[Talk-ca] Canadian OSM POI quality
Paul Norman
penorman at mac.com
Mon Jun 9 04:57:15 UTC 2014
I was curious how complete OpenStreetMap shop data was, so decided to
do an analysis for some Canadian chains.
The results were mixed. Starting with a Canada extract, I processed the
data into PostGIS and ran queries against name, brand and franchise for
objects where amenity, office or shop was null. Brands which have recently
changed names (e.g. Zellers/Target) were avoided.
OSM completeness varied from 7% to 81%, with no overwhelming trends. The
four major fast food and restaurants chains considered ranged from 33%
to 51%. Shops opening and closing change the accuracy of these results,
and the accuracy of the external sources for number of shops may be
variable.
Method
======
The geofabrik extract for Canada was imported with osm2pgsql with a
custom .style file containing name, operator, brand, franchise, amenity,
building, office and shop columns. The last four columns caused an object
to be placed in the polygon table. After import, the tables were filtered
to remove rows where there was not an amenity, office, or shop tag.

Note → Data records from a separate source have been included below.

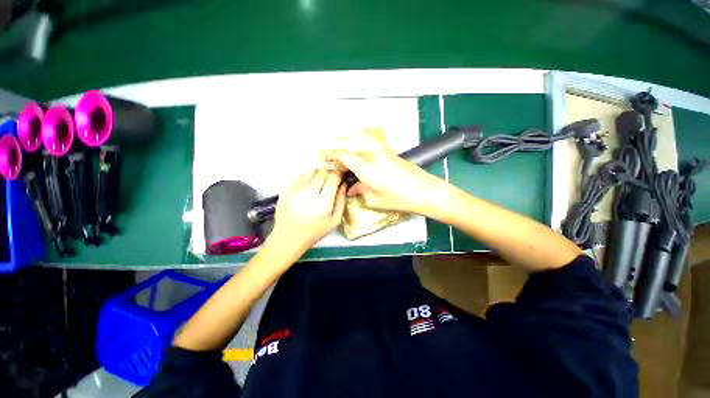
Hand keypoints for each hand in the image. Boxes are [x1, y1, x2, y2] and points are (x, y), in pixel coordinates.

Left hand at [268, 169, 346, 254]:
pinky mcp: (286, 190)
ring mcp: (294, 191)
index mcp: (322, 205)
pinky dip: (307, 178)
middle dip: (329, 174)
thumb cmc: (313, 231)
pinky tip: (308, 189)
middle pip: (322, 172)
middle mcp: (307, 195)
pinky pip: (300, 176)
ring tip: (319, 184)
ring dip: (318, 174)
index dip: (339, 175)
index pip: (333, 178)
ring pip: (311, 171)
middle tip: (331, 181)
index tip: (341, 176)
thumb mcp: (334, 221)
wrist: (288, 238)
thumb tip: (344, 184)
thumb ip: (341, 201)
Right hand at [321, 129, 447, 214]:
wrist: (425, 191)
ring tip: (343, 148)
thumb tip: (352, 189)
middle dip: (337, 143)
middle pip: (351, 140)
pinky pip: (371, 138)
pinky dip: (361, 138)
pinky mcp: (389, 150)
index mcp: (367, 169)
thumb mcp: (375, 200)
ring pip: (361, 135)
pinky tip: (359, 147)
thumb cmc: (400, 199)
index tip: (326, 158)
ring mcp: (383, 150)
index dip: (332, 155)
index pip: (344, 155)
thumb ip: (360, 191)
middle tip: (332, 152)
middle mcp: (373, 155)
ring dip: (349, 138)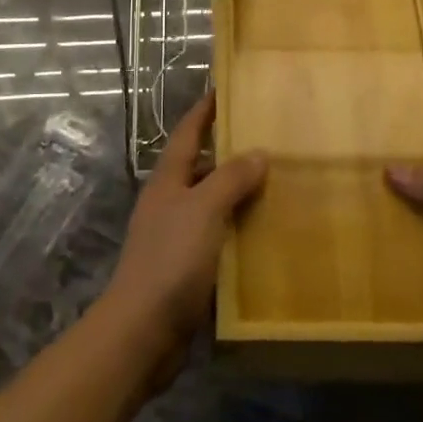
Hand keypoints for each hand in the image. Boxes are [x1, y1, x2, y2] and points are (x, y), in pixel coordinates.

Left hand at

Appropriate indexes were added. A view was created combining the two
tables and giving lower-case versions of the name, operator, brand and
franchise tags.
Queries of the following form were run
SELECT COUNT(*) FROM shops
WHERE lname LIKE :'name' OR lbrand LIKE :'name'
OR lfranchise LIKE :'name';
:'name' was substituted in by psql for what I was searching for. For
example, 'mcdonald%' for McDonald's. The queries used were intended to
catch all possible shops even if it resulted in false positives. Brand
selection was not done in any systematic manner.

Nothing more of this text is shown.